### INPUT DATA
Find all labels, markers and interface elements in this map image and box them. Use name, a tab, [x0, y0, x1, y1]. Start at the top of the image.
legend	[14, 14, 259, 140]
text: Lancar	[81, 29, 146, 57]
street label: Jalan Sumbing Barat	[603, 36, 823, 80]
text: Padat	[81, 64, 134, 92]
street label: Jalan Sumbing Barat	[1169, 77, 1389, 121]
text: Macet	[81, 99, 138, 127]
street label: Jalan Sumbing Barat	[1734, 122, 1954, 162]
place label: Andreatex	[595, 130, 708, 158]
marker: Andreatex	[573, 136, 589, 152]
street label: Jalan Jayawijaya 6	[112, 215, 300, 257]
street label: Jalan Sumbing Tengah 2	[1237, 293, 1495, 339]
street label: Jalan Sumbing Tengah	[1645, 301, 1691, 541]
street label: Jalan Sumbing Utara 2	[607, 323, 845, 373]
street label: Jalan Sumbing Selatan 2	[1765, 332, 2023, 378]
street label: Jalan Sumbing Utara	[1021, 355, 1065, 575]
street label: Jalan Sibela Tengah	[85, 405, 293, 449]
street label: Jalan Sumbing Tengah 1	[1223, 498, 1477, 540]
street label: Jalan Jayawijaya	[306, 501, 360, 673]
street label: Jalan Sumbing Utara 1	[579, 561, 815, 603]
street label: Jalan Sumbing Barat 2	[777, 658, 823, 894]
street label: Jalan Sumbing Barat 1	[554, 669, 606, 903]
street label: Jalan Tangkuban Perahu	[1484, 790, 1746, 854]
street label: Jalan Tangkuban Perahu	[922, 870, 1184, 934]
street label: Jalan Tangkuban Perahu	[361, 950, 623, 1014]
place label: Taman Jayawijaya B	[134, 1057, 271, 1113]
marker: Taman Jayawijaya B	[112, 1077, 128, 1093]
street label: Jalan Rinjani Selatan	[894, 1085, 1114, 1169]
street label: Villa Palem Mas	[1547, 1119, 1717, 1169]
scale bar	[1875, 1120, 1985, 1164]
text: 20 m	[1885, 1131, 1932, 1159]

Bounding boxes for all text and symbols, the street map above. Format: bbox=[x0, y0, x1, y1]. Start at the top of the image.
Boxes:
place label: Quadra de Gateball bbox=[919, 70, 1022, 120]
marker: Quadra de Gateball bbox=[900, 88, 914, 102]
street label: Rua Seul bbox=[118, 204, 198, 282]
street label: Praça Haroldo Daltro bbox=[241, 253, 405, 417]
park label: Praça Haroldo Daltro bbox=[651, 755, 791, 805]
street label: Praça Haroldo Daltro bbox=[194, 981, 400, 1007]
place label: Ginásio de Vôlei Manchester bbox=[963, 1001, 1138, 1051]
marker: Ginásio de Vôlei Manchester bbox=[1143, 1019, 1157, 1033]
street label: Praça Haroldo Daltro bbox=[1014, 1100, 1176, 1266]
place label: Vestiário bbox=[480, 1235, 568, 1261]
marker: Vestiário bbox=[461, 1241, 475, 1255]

### YOUR INSTRUCTIONS
Set the data down again in full, exactly as given.

### SOLUTION TO THIS EXERCISE
Find all labels, markers and interface elements in this map image and box them. Use name, a tab, [x0, y0, x1, y1]. Start at the top of the image.
legend	[14, 14, 259, 140]
text: Lancar	[81, 29, 146, 57]
street label: Jalan Sumbing Barat	[603, 36, 823, 80]
text: Padat	[81, 64, 134, 92]
street label: Jalan Sumbing Barat	[1169, 77, 1389, 121]
text: Macet	[81, 99, 138, 127]
street label: Jalan Sumbing Barat	[1734, 122, 1954, 162]
place label: Andreatex	[595, 130, 708, 158]
marker: Andreatex	[573, 136, 589, 152]
street label: Jalan Jayawijaya 6	[112, 215, 300, 257]
street label: Jalan Sumbing Tengah 2	[1237, 293, 1495, 339]
street label: Jalan Sumbing Tengah	[1645, 301, 1691, 541]
street label: Jalan Sumbing Utara 2	[607, 323, 845, 373]
street label: Jalan Sumbing Selatan 2	[1765, 332, 2023, 378]
street label: Jalan Sumbing Utara	[1021, 355, 1065, 575]
street label: Jalan Sibela Tengah	[85, 405, 293, 449]
street label: Jalan Sumbing Tengah 1	[1223, 498, 1477, 540]
street label: Jalan Jayawijaya	[306, 501, 360, 673]
street label: Jalan Sumbing Utara 1	[579, 561, 815, 603]
street label: Jalan Sumbing Barat 2	[777, 658, 823, 894]
street label: Jalan Sumbing Barat 1	[554, 669, 606, 903]
street label: Jalan Tangkuban Perahu	[1484, 790, 1746, 854]
street label: Jalan Tangkuban Perahu	[922, 870, 1184, 934]
street label: Jalan Tangkuban Perahu	[361, 950, 623, 1014]
place label: Taman Jayawijaya B	[134, 1057, 271, 1113]
marker: Taman Jayawijaya B	[112, 1077, 128, 1093]
street label: Jalan Rinjani Selatan	[894, 1085, 1114, 1169]
street label: Villa Palem Mas	[1547, 1119, 1717, 1169]
scale bar	[1875, 1120, 1985, 1164]
text: 20 m	[1885, 1131, 1932, 1159]

Bounding boxes for all text and symbols, the street map above. Format: bbox=[x0, y0, x1, y1]. Start at the top of the image.
Boxes:
place label: Quadra de Gateball bbox=[919, 70, 1022, 120]
marker: Quadra de Gateball bbox=[900, 88, 914, 102]
street label: Rua Seul bbox=[118, 204, 198, 282]
street label: Praça Haroldo Daltro bbox=[241, 253, 405, 417]
park label: Praça Haroldo Daltro bbox=[651, 755, 791, 805]
street label: Praça Haroldo Daltro bbox=[194, 981, 400, 1007]
place label: Ginásio de Vôlei Manchester bbox=[963, 1001, 1138, 1051]
marker: Ginásio de Vôlei Manchester bbox=[1143, 1019, 1157, 1033]
street label: Praça Haroldo Daltro bbox=[1014, 1100, 1176, 1266]
place label: Vestiário bbox=[480, 1235, 568, 1261]
marker: Vestiário bbox=[461, 1241, 475, 1255]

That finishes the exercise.